But I’ve been blessed because I’ve always been raised in a Christian household. From as far back as I can remember, we were in church and Sunday school. That’s always been very important to me, even with our daughter, to make sure she has a good foundation and knows the Bible stories and things like that because that’s definitely been a part of my life.

I knew at the time I met Tyson, he wasn’t as strong in his Christian walk as I was. I had dated some guys in the past, and I had thought, You know what? I can just change them, or, It’s okay, they’ll become a Christian. But I always went back to the scripture my parents put in me as a young girl: “Don’t be unequally yoked.”

Tyson: My relationship with Jesus, my Lord and Savior really started . . . I [saw] those seeds getting planted when I was really little. 

My mother is a devout Christian. She had sown those seeds in that foundation so deep into me that I didn’t even know that they were there. 

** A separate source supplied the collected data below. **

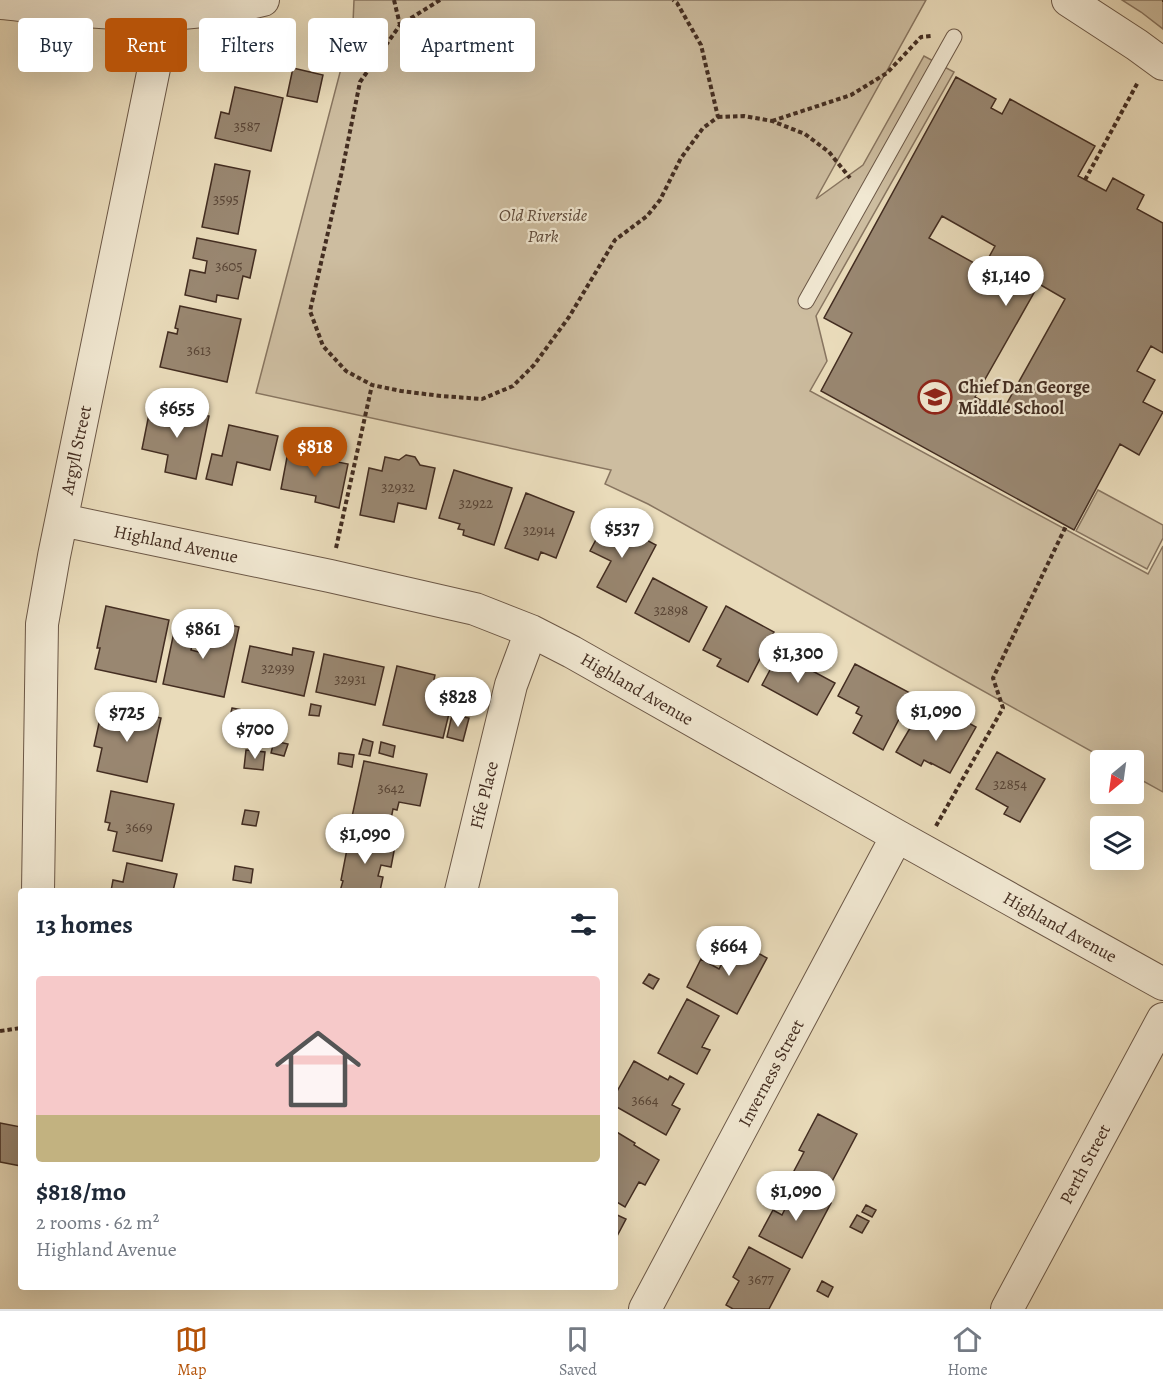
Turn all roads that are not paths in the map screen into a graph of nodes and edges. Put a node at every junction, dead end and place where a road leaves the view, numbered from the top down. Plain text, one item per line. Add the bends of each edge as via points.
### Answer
1 (263, 0) edge
2 (1068, 0) edge
3 (0, 3) edge
4 (142, 9) edge
5 (946, 36) road end
6 (1158, 60) edge
7 (806, 301) dead end
8 (62, 519) junction
9 (531, 631) junction
10 (910, 843) junction
11 (38, 888) edge
12 (462, 888) edge
13 (1163, 984) edge
14 (1163, 1019) edge
15 (645, 1309) edge
16 (1007, 1309) edge

1 - 4 street via 227,8
2 - 6 street
3 - 4 street via 57,9
4 - 8 street, Argyll Street via 159,44
5 - 7 lane
8 - 9 street, Highland Avenue via 475,609
8 - 11 street, Argyll Street via 42,624
9 - 10 street, Highland Avenue
9 - 12 street, Fife Place via 511,685
10 - 13 street, Highland Avenue
10 - 15 street, Inverness Street
14 - 16 street, Perth Street

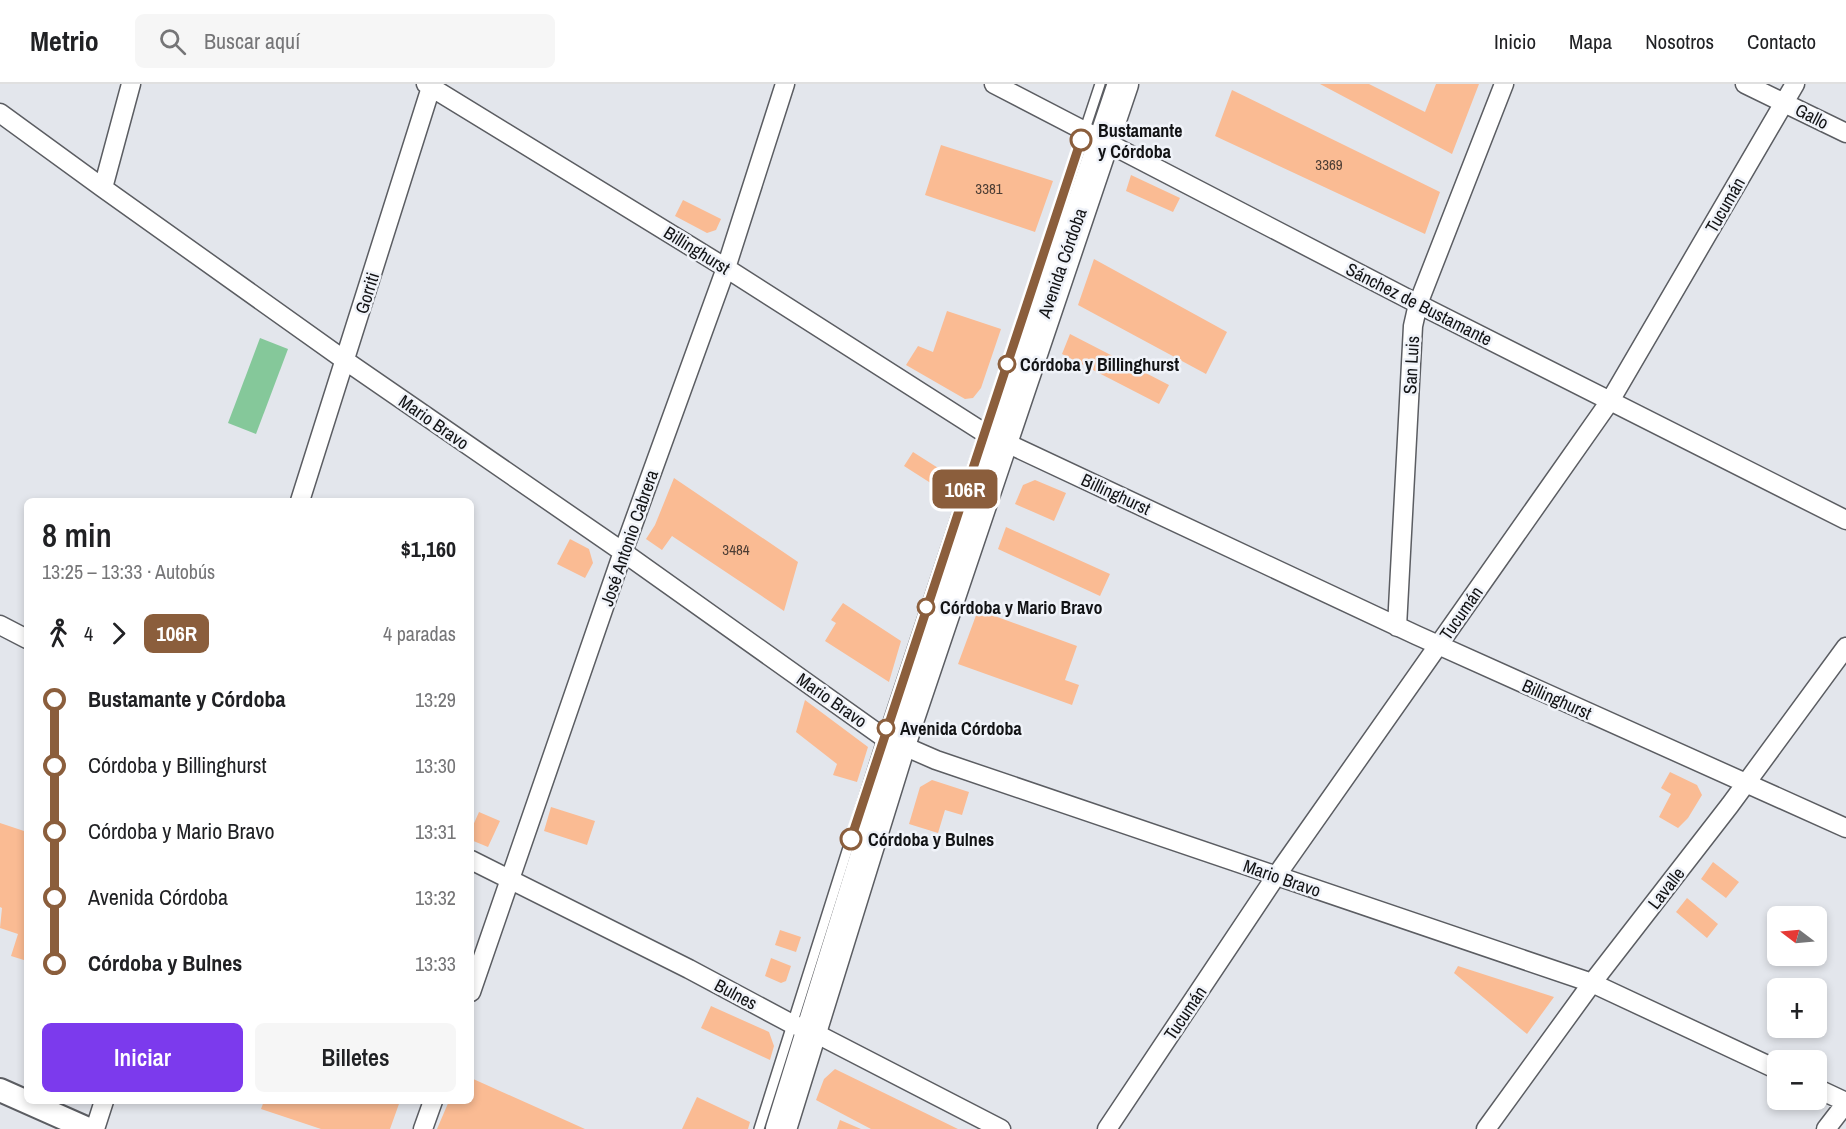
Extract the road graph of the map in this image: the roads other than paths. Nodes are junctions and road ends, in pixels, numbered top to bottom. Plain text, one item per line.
1 (131, 84) edge
2 (785, 84) edge
3 (994, 84) edge
4 (1100, 84) edge
5 (1123, 84) edge
6 (1504, 84) edge
7 (1745, 84) edge
8 (1795, 84) edge
9 (430, 85) edge
10 (1785, 102) junction
11 (0, 113) edge
12 (1846, 133) edge
13 (1093, 136) junction
14 (103, 188) junction
15 (726, 268) junction
16 (1418, 304) junction
17 (345, 361) junction
18 (1610, 401) junction
19 (993, 437) junction
20 (301, 498) edge
21 (1846, 520) edge
22 (623, 552) junction
23 (0, 625) edge
24 (1397, 627) junction
25 (24, 637) edge
26 (1438, 645) junction
27 (1846, 647) edge
28 (892, 741) junction
29 (1744, 784) junction
30 (1846, 828) edge
31 (474, 861) edge
32 (1276, 876) junction
33 (510, 879) junction
34 (474, 983) edge
35 (1592, 983) junction
36 (801, 1028) junction
37 (1767, 1065) edge
38 (0, 1090) edge
39 (1827, 1094) edge
40 (24, 1101) edge
41 (1846, 1103) edge
42 (32, 1104) edge
43 (103, 1104) edge
44 (432, 1104) edge
45 (88, 1129) edge
46 (95, 1129) edge
47 (423, 1129) edge
48 (759, 1129) edge
49 (781, 1129) edge
50 (1001, 1129) edge
51 (1107, 1129) edge
52 (1486, 1129) edge
53 (1826, 1129) edge

1 - 14 street
2 - 15 street, José Antonio Cabrera
3 - 13 street, Sánchez de Bustamante
4 - 13 lane, Avenida Córdoba
5 - 13 main road, Avenida Córdoba
6 - 16 street, San Luis
7 - 10 street, Gallo
8 - 10 street, Tucumán
9 - 15 street, Billinghurst
9 - 17 street, Gorriti
10 - 12 street, Gallo
10 - 18 street, Tucumán
11 - 14 street, Mario Bravo
13 - 16 street, Sánchez de Bustamante
13 - 19 main road, Avenida Córdoba
14 - 17 street, Mario Bravo
15 - 19 street, Billinghurst
15 - 22 street, José Antonio Cabrera
16 - 18 street, Sánchez de Bustamante
16 - 24 street, San Luis
17 - 20 street, Gorriti
17 - 22 street, Mario Bravo
18 - 21 street, Sánchez de Bustamante
18 - 26 street, Tucumán
19 - 24 street, Billinghurst
19 - 28 main road, Avenida Córdoba
22 - 28 street, Mario Bravo
22 - 33 street, José Antonio Cabrera
23 - 25 street
24 - 26 street, Billinghurst
26 - 29 street, Billinghurst
26 - 32 street, Tucumán
27 - 29 street, Lavalle
28 - 32 street, Mario Bravo
28 - 36 main road, Avenida Córdoba
29 - 30 street, Billinghurst
29 - 35 street, Lavalle
31 - 33 street, Bulnes
32 - 35 street, Mario Bravo
32 - 51 street, Tucumán
33 - 34 street, José Antonio Cabrera
33 - 36 street, Bulnes
35 - 37 street, Mario Bravo
35 - 52 street, Lavalle
36 - 48 lane, Avenida Córdoba
36 - 49 main road, Avenida Córdoba
36 - 50 street, Bulnes
38 - 40 street
39 - 41 street
41 - 53 street
42 - 45 street
43 - 46 street
44 - 47 street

[I grew up in] kind of a tough environment because when I lived with my mom, we would go weeks without electricity. We would never have food in the house. I would sneak to other kids’ houses just so I could have something to eat. 

I was running with the wrong kids. I was skipping school, every learning disability class. And my mom was a really big optimist that [said things like], “We’re going to be okay, we’re going to make it.” ‘Course, she was a single mother with two kids, trying to raise them in a heavily urban environment with a lot of distractions. She was just struggling and trying. 

As we got older, my brother and I got too wild for my mom. She couldn’t handle us anymore, so she sent us to live with our dad on the ranch. And when I went to the ranch, values—human values—were the highest thing that you could do. If you shook a man’s hand, that’s the way it’s going to be. If you told him it was going to be some way, it was going to be that way. 

But we would tell dirty jokes. There were whiskey and beer every single day. There were women coming and going. It was a very polarized environment. 

It wasn’t until I left and got out in the world that I realized, Okay, these things I know as a young man aren’t things that are going to propel me to the future that I want.

Shea asked me in June 2011, “Are you a Christian?” And I really wanted Shea. I had that Christian base, but it was a long ways back. 

And I was like, “Yeah, I’m a Christian.”

Shea: I’m pretty sure you told me yes. 

Tyson: I had this Bible in the dash of my truck that was given to me by the people who later baptized me. So I [started to open] the Bible every day, and I just started reading it—it was a New Testament Bible. I’d read about Jesus, and I’m reading through James and it’s just so much wisdom. It just blew my mind, like, James 1:19: “Truly I tell you, every man should be quick to listen, slow to speak, and slow to become angry.” And I was the exact opposite. I didn’t want to listen. I wanted to speak, and I got angry because I’m an Irish redhead who likes to fight. 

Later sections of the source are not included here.